The light reflecting member is provided with chromaticity correcting means corresponding to emitted light.
The light source part is provided with not less than four point light sources, and two of the point light sources having chromaticity out of the center of the aimed chromaticity range in the opposite hue directions are arranged in an approximately center of a group of the plurality of the point light sources.
The two of the point light sources have the chromaticity outermost from the center of the aimed chromaticity range in the opposite hue directions.
The point light source comprises a white light emitting diode element.

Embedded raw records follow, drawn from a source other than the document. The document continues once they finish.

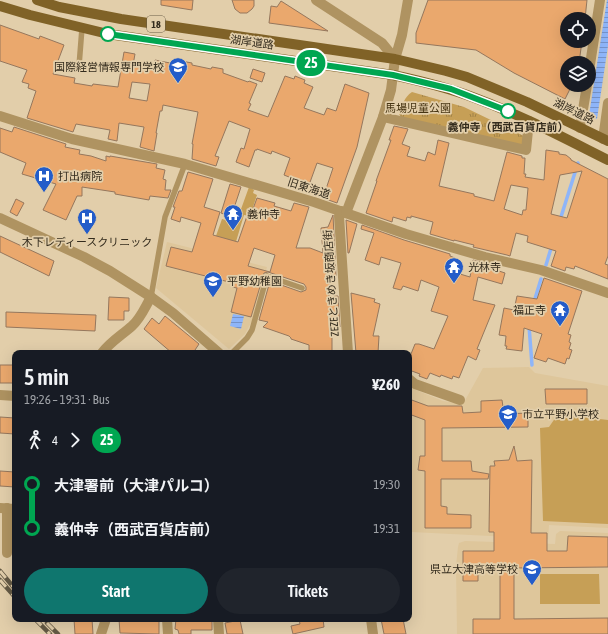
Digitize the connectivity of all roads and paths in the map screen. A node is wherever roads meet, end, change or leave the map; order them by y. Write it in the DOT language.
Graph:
graph roads {
  1 [pos="37,0"];
  2 [pos="316,0"];
  3 [pos="408,0"];
  4 [pos="600,0"];
  5 [pos="0,6"];
  6 [pos="82,28"];
  7 [pos="591,56"];
  8 [pos="395,59"];
  9 [pos="79,66"];
  10 [pos="393,75"];
  11 [pos="586,92"];
  12 [pos="608,103"];
  13 [pos="0,116"];
  14 [pos="383,117"];
  15 [pos="529,121"];
  16 [pos="580,128"];
  17 [pos="605,140"];
  18 [pos="608,160"];
  19 [pos="185,164"];
  20 [pos="343,212"];
  21 [pos="0,218"];
  22 [pos="302,288"];
  23 [pos="608,293"];
  24 [pos="151,297"];
  25 [pos="104,350"];
  26 [pos="216,350"];
  27 [pos="235,350"];
  28 [pos="348,350"];
  29 [pos="412,382"];
  30 [pos="0,395"];
  31 [pos="12,396"];
  32 [pos="460,400"];
  33 [pos="7,508"];
  34 [pos="7,553"];
  35 [pos="105,622"];
  36 [pos="168,622"];
  37 [pos="218,622"];
  38 [pos="371,622"];
  39 [pos="373,633"];
  40 [pos="101,634"];
  41 [pos="168,634"];
  42 [pos="219,634"];
  43 [pos="362,634"];
  1 -- 8 [label="main road, 湖岸道路 / 18"];
  2 -- 8 [label="street"];
  3 -- 8 [label="street, ZEZEときめき坂商店街"];
  4 -- 7 [label="street"];
  5 -- 6 [label="main road, 湖岸道路 / 18"];
  6 -- 9 [label="lane"];
  6 -- 10 [label="main road, 湖岸道路 / 18"];
  8 -- 10 [label="street, ZEZEときめき坂商店街"];
  8 -- 16 [label="main road, 湖岸道路 / 18"];
  10 -- 14 [label="street, ZEZEときめき坂商店街"];
  10 -- 15 [label="main road, 湖岸道路 / 18"];
  11 -- 16 [label="street"];
  12 -- 17 [label="street"];
  13 -- 19 [label="street, 旧東海道"];
  14 -- 15 [label="street"];
  14 -- 20 [label="street, ZEZEときめき坂商店街"];
  15 -- 18 [label="main road, 湖岸道路 / 18"];
  16 -- 17 [label="main road, 湖岸道路 / 18"];
  19 -- 20 [label="street, 旧東海道"];
  19 -- 24 [label="lane"];
  20 -- 23 [label="street, 旧東海道"];
  20 -- 28 [label="street, ZEZEときめき坂商店街"];
  21 -- 24 [label="street"];
  22 -- 27 [label="lane"];
  24 -- 25 [label="street"];
  24 -- 26 [label="street"];
  29 -- 32 [label="street"];
  30 -- 31 [label="street"];
  33 -- 34 [label="street"];
  35 -- 40 [label="street"];
  36 -- 41 [label="street"];
  37 -- 42 [label="street"];
  38 -- 39 [label="street"];
  39 -- 43 [label="street"];
}
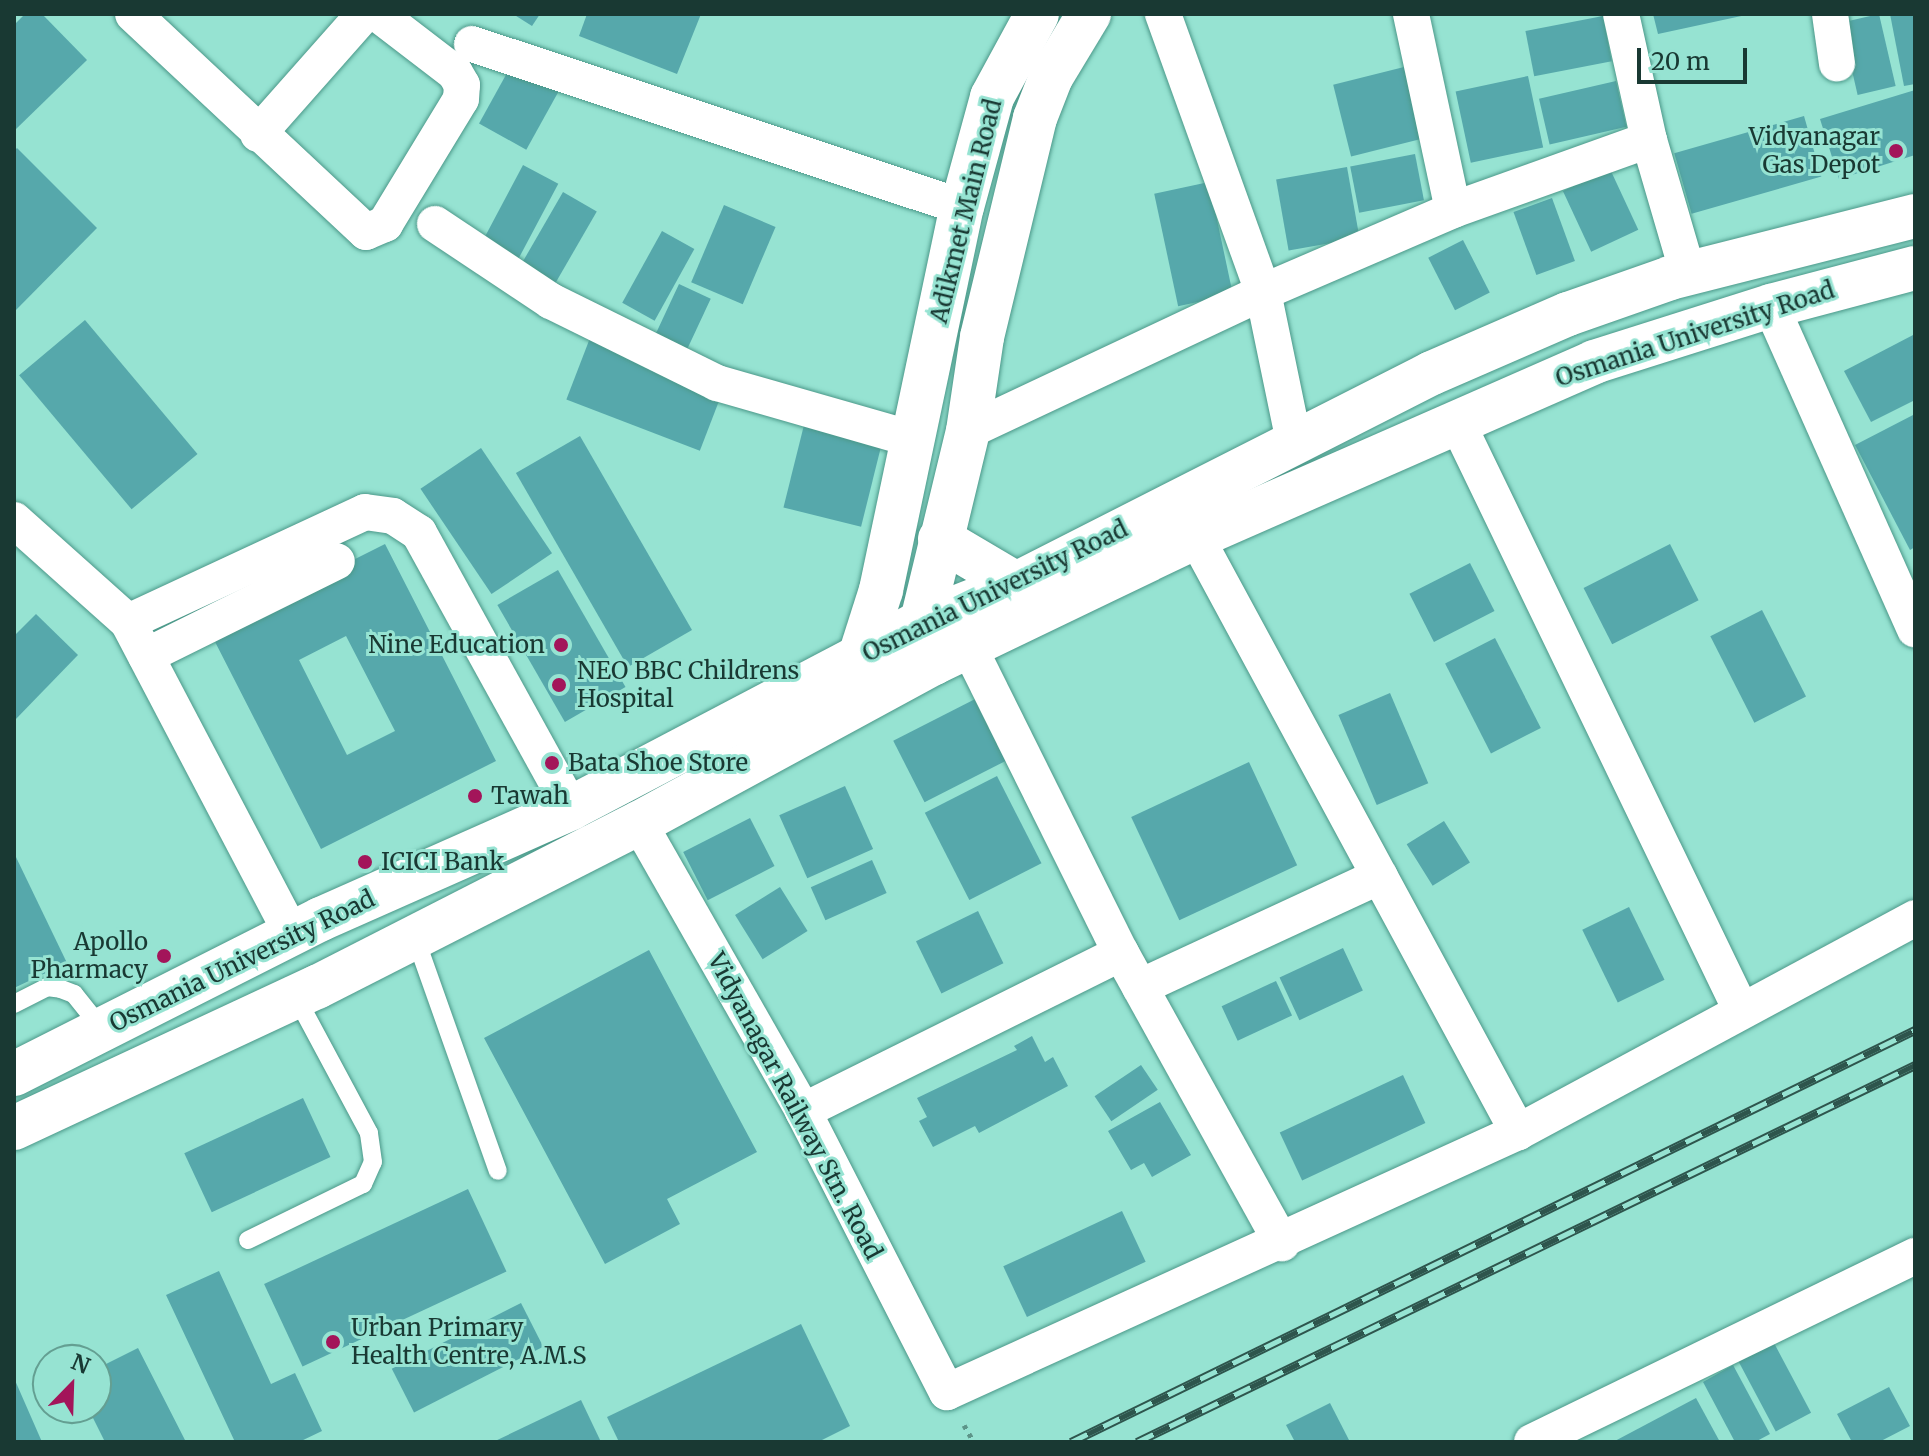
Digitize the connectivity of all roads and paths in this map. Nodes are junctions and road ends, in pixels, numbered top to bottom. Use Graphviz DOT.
graph roads {
  1 [pos="133,14"];
  2 [pos="364,14"];
  3 [pos="378,14"];
  4 [pos="1037,14"];
  5 [pos="1163,14"];
  6 [pos="1411,14"];
  7 [pos="1621,14"];
  8 [pos="1830,14"];
  9 [pos="1088,15"];
  10 [pos="472,44"];
  11 [pos="1837,64"];
  12 [pos="258,134"];
  13 [pos="1649,140"];
  14 [pos="962,207"];
  15 [pos="1453,210"];
  16 [pos="1915,216"];
  17 [pos="435,224"];
  18 [pos="1915,268"];
  19 [pos="1688,273"];
  20 [pos="1263,292"];
  21 [pos="1771,306"];
  22 [pos="1456,420"];
  23 [pos="968,431"];
  24 [pos="912,439"];
  25 [pos="1294,442"];
  26 [pos="14,520"];
  27 [pos="1196,537"];
  28 [pos="940,539"];
  29 [pos="337,561"];
  30 [pos="1016,584"];
  31 [pos="1906,584"];
  32 [pos="937,615"];
  33 [pos="128,622"];
  34 [pos="1915,629"];
  35 [pos="146,656"];
  36 [pos="951,657"];
  37 [pos="868,675"];
  38 [pos="571,808"];
  39 [pos="639,823"];
  40 [pos="1380,876"];
  41 [pos="1915,918"];
  42 [pos="292,934"];
  43 [pos="415,937"];
  44 [pos="1121,953"];
  45 [pos="1140,987"];
  46 [pos="296,997"];
  47 [pos="14,1004"];
  48 [pos="1741,1010"];
  49 [pos="102,1029"];
  50 [pos="14,1074"];
  51 [pos="803,1111"];
  52 [pos="14,1128"];
  53 [pos="1518,1132"];
  54 [pos="498,1171"];
  55 [pos="248,1240"];
  56 [pos="1282,1243"];
  57 [pos="1915,1256"];
  58 [pos="967,1430"];
  59 [pos="974,1442"];
  60 [pos="1532,1442"];
  1 -- 12 [label="street"];
  2 -- 12 [label="street"];
  3 -- 12 [label="street"];
  4 -- 14 [label="main road, Adikmet Main Road"];
  5 -- 20 [label="street"];
  6 -- 15 [label="street"];
  7 -- 13 [label="street"];
  8 -- 11 [label="street"];
  9 -- 23 [label="main road"];
  10 -- 14 [label="street"];
  13 -- 15 [label="street"];
  13 -- 19 [label="street"];
  14 -- 24 [label="main road, Adikmet Main Road"];
  15 -- 20 [label="street"];
  16 -- 19 [label="main road, Osmania University Road"];
  17 -- 24 [label="street"];
  18 -- 21 [label="main road, Osmania University Road"];
  19 -- 25 [label="main road, Osmania University Road"];
  20 -- 23 [label="street"];
  20 -- 25 [label="street"];
  21 -- 22 [label="main road, Osmania University Road"];
  21 -- 31 [label="street"];
  22 -- 27 [label="main road, Osmania University Road"];
  22 -- 48 [label="street"];
  23 -- 28 [label="main road"];
  24 -- 37 [label="main road, Adikmet Main Road"];
  25 -- 30 [label="main road, Osmania University Road"];
  26 -- 33 [label="street"];
  27 -- 36 [label="main road, Osmania University Road"];
  27 -- 40 [label="street"];
  28 -- 30 [label="main road"];
  28 -- 32 [label="main road"];
  29 -- 35 [label="street"];
  30 -- 32 [label="main road, Osmania University Road"];
  31 -- 34 [label="street"];
  32 -- 36 [label="main road"];
  32 -- 37 [label="main road, Osmania University Road"];
  33 -- 35 [label="street"];
  33 -- 38 [label="street"];
  35 -- 42 [label="street"];
  36 -- 37 [label="main road, Osmania University Road"];
  36 -- 44 [label="street"];
  37 -- 38 [label="main road, Osmania University Road"];
  37 -- 39 [label="main road, Osmania University Road"];
  38 -- 42 [label="main road, Osmania University Road"];
  39 -- 43 [label="main road, Osmania University Road"];
  39 -- 51 [label="street, Vidyanagar Railway Stn. Road"];
  40 -- 45 [label="street"];
  40 -- 53 [label="street"];
  41 -- 48 [label="street"];
  42 -- 49 [label="main road, Osmania University Road"];
  43 -- 46 [label="main road, Osmania University Road"];
  43 -- 54 [label="lane"];
  44 -- 45 [label="street"];
  44 -- 51 [label="street"];
  45 -- 56 [label="street"];
  46 -- 52 [label="main road, Osmania University Road"];
  46 -- 55 [label="lane"];
  47 -- 49 [label="lane"];
  48 -- 53 [label="street"];
  49 -- 50 [label="main road, Osmania University Road"];
  51 -- 56 [label="street, Vidyanagar Railway Stn. Road"];
  53 -- 56 [label="street"];
  57 -- 60 [label="street"];
  58 -- 59 [label="path"];
}
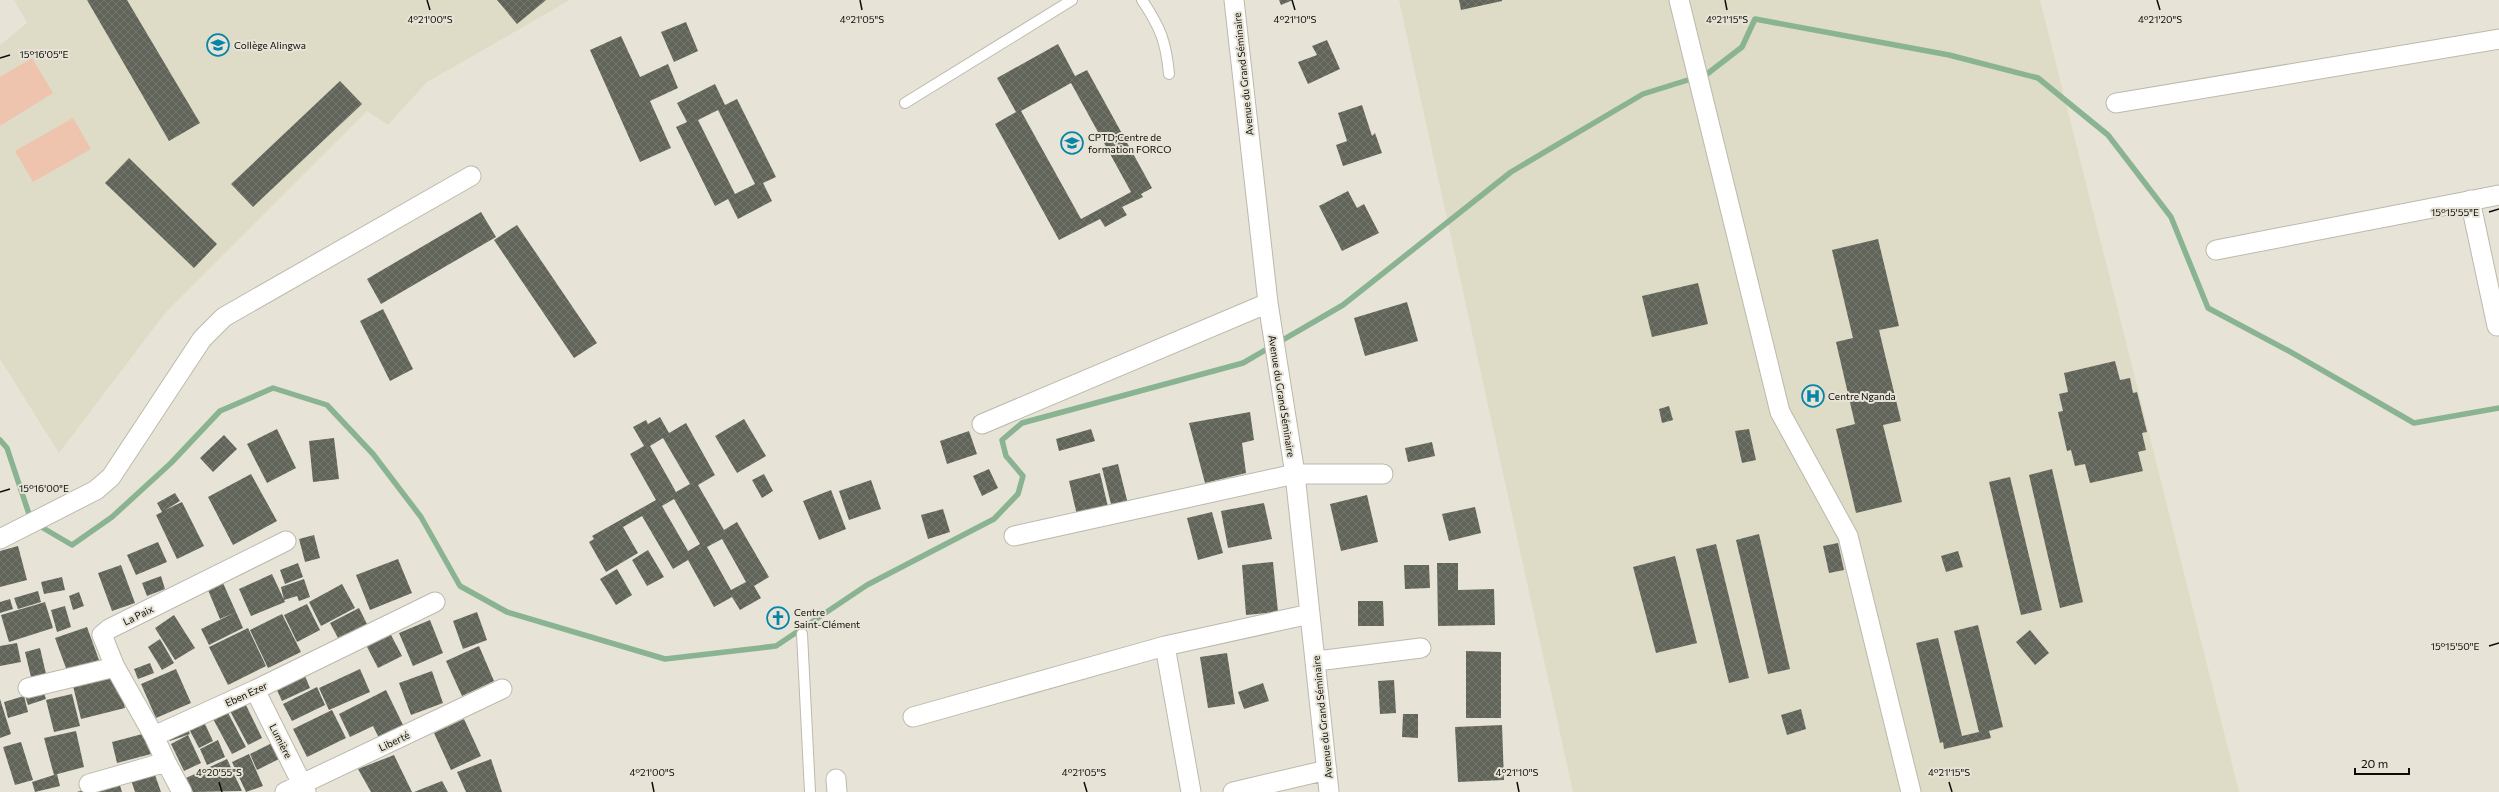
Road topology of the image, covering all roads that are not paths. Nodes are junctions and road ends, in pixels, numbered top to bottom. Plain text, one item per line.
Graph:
1 (1072, 0) edge
2 (1142, 0) edge
3 (1234, 0) edge
4 (1679, 0) edge
5 (2499, 40) edge
6 (1169, 74) dead end
7 (905, 103) dead end
8 (2116, 103) dead end
9 (471, 176) dead end
10 (2499, 195) edge
11 (2470, 200) junction
12 (2216, 250) dead end
13 (1268, 308) junction
14 (2497, 326) dead end
15 (982, 424) dead end
16 (1295, 474) junction
17 (1383, 474) dead end
18 (8, 536) edge
19 (1014, 536) dead end
20 (286, 541) dead end
21 (435, 602) dead end
22 (1310, 614) junction
23 (802, 634) dead end
24 (1166, 646) junction
25 (1421, 648) dead end
26 (1317, 661) junction
27 (115, 667) junction
28 (28, 688) dead end
29 (502, 689) dead end
30 (255, 690) junction
31 (913, 717) dead end
32 (154, 736) junction
33 (166, 762) junction
34 (1327, 770) junction
35 (89, 784) dead end
36 (304, 788) edge
37 (182, 792) edge
38 (285, 792) edge
39 (810, 792) edge
40 (1191, 792) edge
41 (1233, 792) edge
42 (1329, 792) edge
43 (1911, 792) edge

1 - 7 lane
2 - 6 lane
3 - 13 street, Avenue du Grand Séminaire
4 - 43 street
5 - 8 street
9 - 18 street
10 - 11 street
11 - 12 street
11 - 14 street
13 - 15 street
13 - 16 street, Avenue du Grand Séminaire
16 - 17 street
16 - 19 street
16 - 22 street, Avenue du Grand Séminaire
20 - 27 street, La Paix
21 - 30 street, Eben Ezer
22 - 24 street
22 - 26 street, Avenue du Grand Séminaire
23 - 39 lane
24 - 31 street
24 - 40 street
25 - 26 street
26 - 34 street, Avenue du Grand Séminaire
27 - 28 street
27 - 32 street, La Paix
29 - 36 street, Liberté
30 - 32 street, Eben Ezer
30 - 36 street, Lumière
32 - 33 street
33 - 35 street
33 - 37 street
34 - 41 street
34 - 42 street, Avenue du Grand Séminaire
36 - 38 street, Liberté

The point light sources of different hues are arranged adjacently in the surface light source device of this invention. Therefore, colors of the point light sources are mixed and color tone turns into a medium one. Thus, the surface light source device capable of suppressing color tone difference as a whole can be provided.
An adjusting method of a surface light source device which light is incident from a plurality of point light sources arranged on a side of a light incident surface provided on a one side end surface of a light guide plate and is emitted from a light emitting surface on a front surface of the light guide plate comprises a process for arranging the plurality of the point light sources having chromaticity out of a center of an aimed chromaticity range in opposite hue directions adjacently, a process for providing measurement of light which is emitted from the point light source and further is emitted from the light guide plate and judging whether the light is in the aimed chromaticity range, and a process for arranging chromaticity correcting means corresponding to the emitted light in connection with an optical propagating path of the light guide plate when it is found from the measurement that the emitted light is not in the aimed chromaticity range.
With this method, the point light sources of different hues are arranged adjacently in the surface light source device of this invention, and colors of the point light sources are mixed and color tone turns into a medium one. Thus, the surface light source device capable of suppressing color tone difference as a whole can be provided, and the surface light source can satisfy an aimed chromaticity range. When the surface light source device out of the aimed chromaticity range can be modified in one having the aimed chromaticity range by arranging chromaticity correcting means in connection with an optical propagating path of the light guide plate.
An adjusting method of a surface light source device which light is incident from a light source arranged on a side of a light incident surface provided on a one side end surface of a light guide plate, is reflected on a reflecting member arranged in proximity to a rear surface opposite to a front surface of the light guide plate, and is emitted as a plane-shaped light from the front surface of the light guide plate comprises a process for providing measurement of chromaticity difference from an aimed chromaticity range of light which is emitted from the light source and further emitted from the light guide plate, and a process for selecting a colored reflecting member for correcting the emitted light to be in the aimed chromaticity range as a reflecting member arranged in proximity of the rear surface of the light guide plate.
With this method, a chromaticity difference from the aimed chromaticity range is measured and a colored reflecting member for correcting emitted light to be in the aimed chromaticity range is arranged in proximity of the rear surface of the light guide plate on the basis of the measured chromaticity difference.
The point light sources and the light source comprises a group of the point light sources including not less than four white light emitting diode elements, and two of the white light emitting diode elements having chromaticity outermost from a center of the aimed chromaticity range in opposite hue directions are arranged in an approximately center of the group of the point light sources.
The chromaticity correcting means is a colored reflecting member provided on a rear surface opposite to the front surface of the light guide plate for emitting light.